For our economy to fully recover, we will continue to need access to foreign markets for our goods. New tariffs being imposed on African goods by the U.S. and Europe because of stalled trade talks would be bleak news for an economy left reeling by Ebola. So would U.S. failure to renew the African Growth and Opportunity Act, which expires in September 2015, when customs and duty-free tariffs for 39 African countries, including Liberia, would lapse.

While it is crucial for Africa's development that political disagreements in Washington are overcome, the leadership summit in Washington last week raises the prospect of the U.S. more broadly cementing its role in Africa not just a generous donor in times of emergency but as a trading partner creating jobs on both sides of the Atlantic.

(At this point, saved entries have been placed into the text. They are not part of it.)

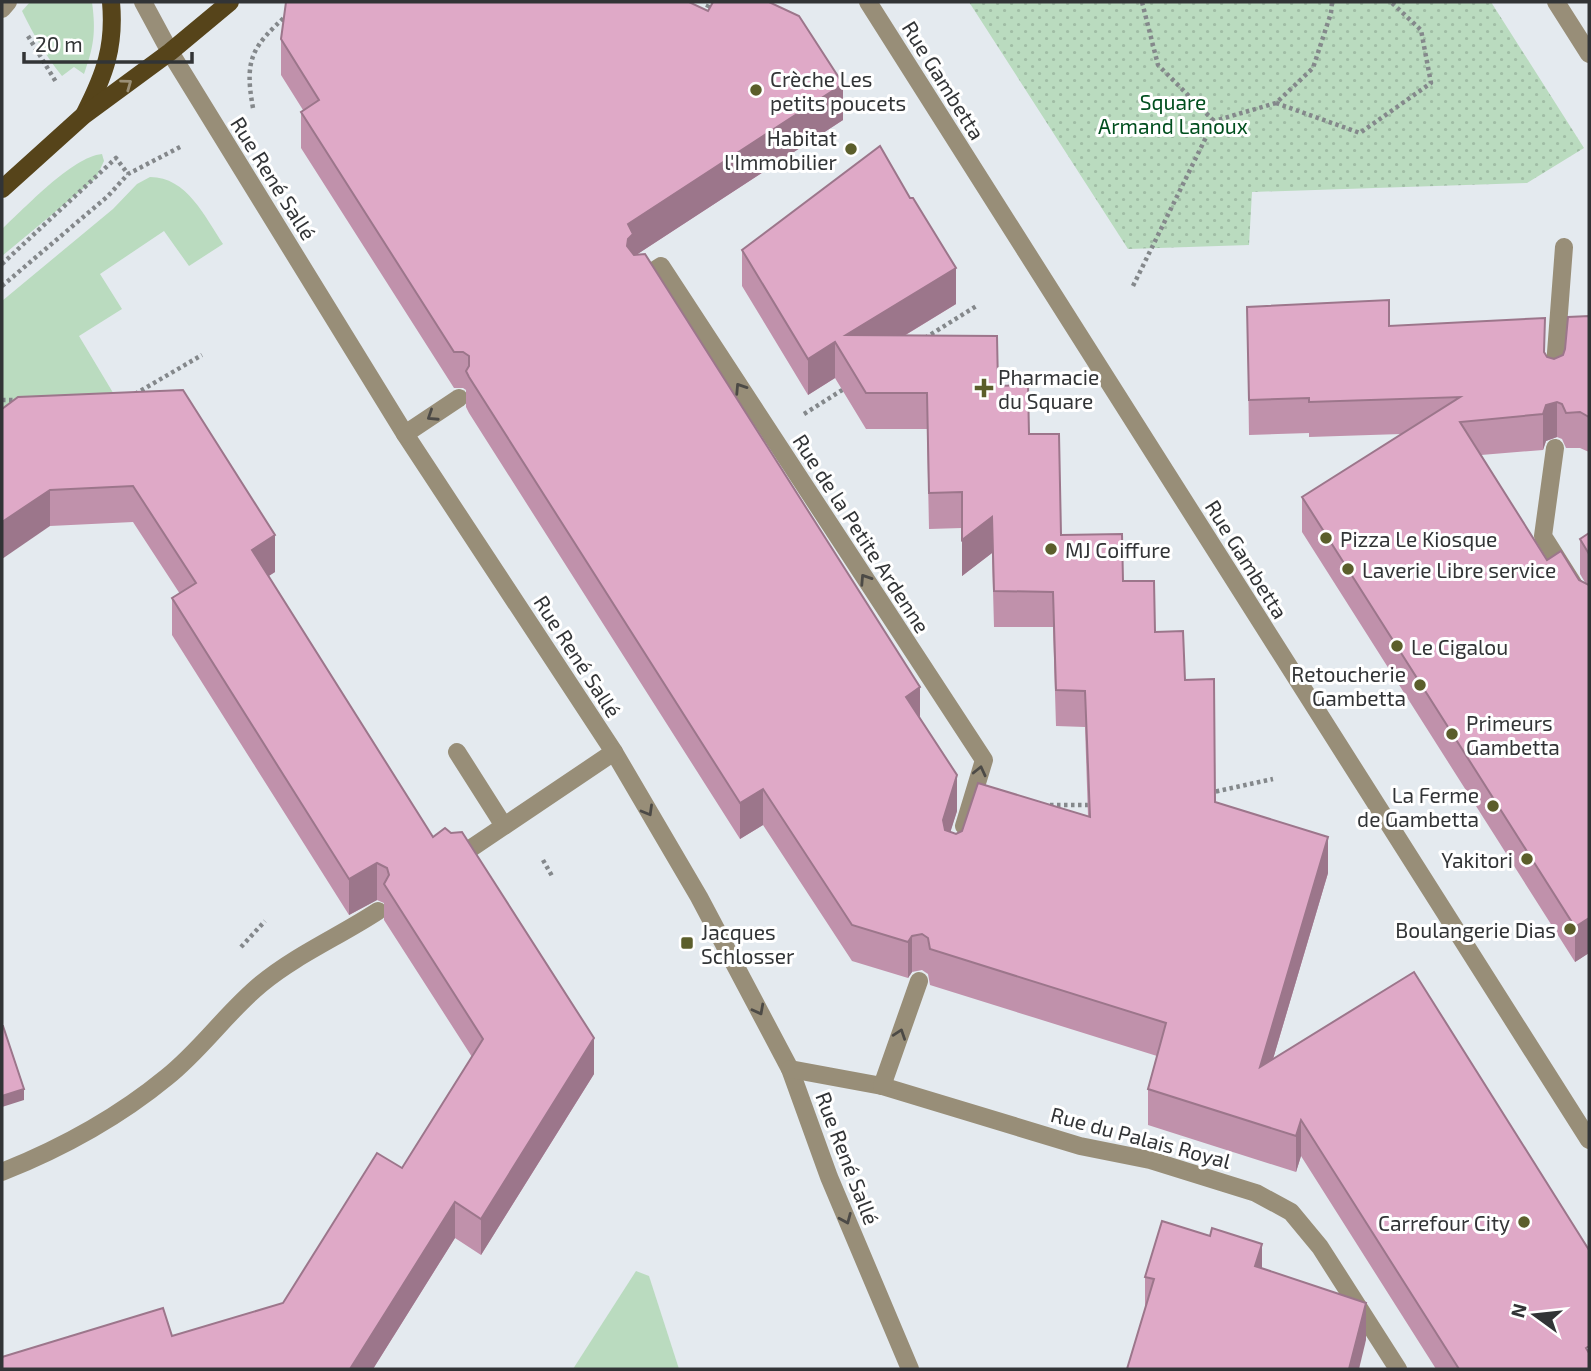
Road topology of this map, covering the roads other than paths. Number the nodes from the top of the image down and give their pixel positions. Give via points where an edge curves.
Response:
1 (8, 2) edge
2 (111, 2) edge
3 (143, 2) edge
4 (230, 2) edge
5 (868, 2) edge
6 (1556, 2) edge
7 (2, 9) edge
8 (170, 52) junction
9 (1589, 54) edge
10 (83, 116) junction
11 (2, 189) edge
12 (1564, 247) dead end
13 (638, 281) edge
14 (1554, 383) edge
15 (459, 398) edge
16 (405, 434) junction
17 (1555, 448) edge
18 (1589, 609) edge
19 (457, 752) dead end
20 (614, 752) junction
21 (504, 826) junction
22 (958, 846) edge
23 (455, 859) edge
24 (378, 911) edge
25 (919, 981) edge
26 (790, 1069) junction
27 (882, 1086) junction
28 (1589, 1140) edge
29 (2, 1172) edge
30 (909, 1369) edge
31 (1398, 1369) edge

1 - 7 street
2 - 10 main road via 112,41 105,72
3 - 8 street, Rue René Sallé
4 - 8 main road
5 - 28 street, Rue Gambetta
6 - 9 street
10 -> 8 main road
8 - 16 street, Rue René Sallé
10 - 11 main road
12 - 14 street
22 -> 13 street, Rue de la Petite Ardenne via 984,760 662,266
15 -> 16 street
16 - 20 street, Rue René Sallé
17 - 18 street via 1543,536
19 - 21 street
20 - 21 street
20 -> 26 street, Rue René Sallé via 699,897
21 - 23 street
24 - 29 street via 276,972 168,1076 107,1121 53,1152
27 -> 25 street
26 - 27 street, Rue du Palais Royal
26 -> 30 street, Rue René Sallé via 829,1177
27 - 31 street, Rue du Palais Royal via 1080,1146 1163,1164 1256,1193 1291,1212 1320,1247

It is a regular criticism of other major investors, such as China and Europe, that they do not create jobs in Africa apart from those for their own workers. While this is an exaggeration, it is not a charge that can be leveled at America, as the U.S.-Africa Summit demonstrated. The Coca-Cola Co. announced that it would invest an additional $5 billion over six years in manufacturing lines and production, as well as sourcing more agricultural ingredients from Africa. General Electric pledged to invest $2 billion by 2018 and double the number of its workforce on the continent. The Ford Motor Co. announced plans to expand manufacturing into Africa, with sales forecast to grow by 40% by 2020.
The commitment by corporate America to job creation and investment will help African nations to finally address the source of many challenges facing the entire continent: In the end, from Ebola to low life expectancy, the origin remains poverty.

Mr. Konneh is the finance minister of the Republic of Liberia.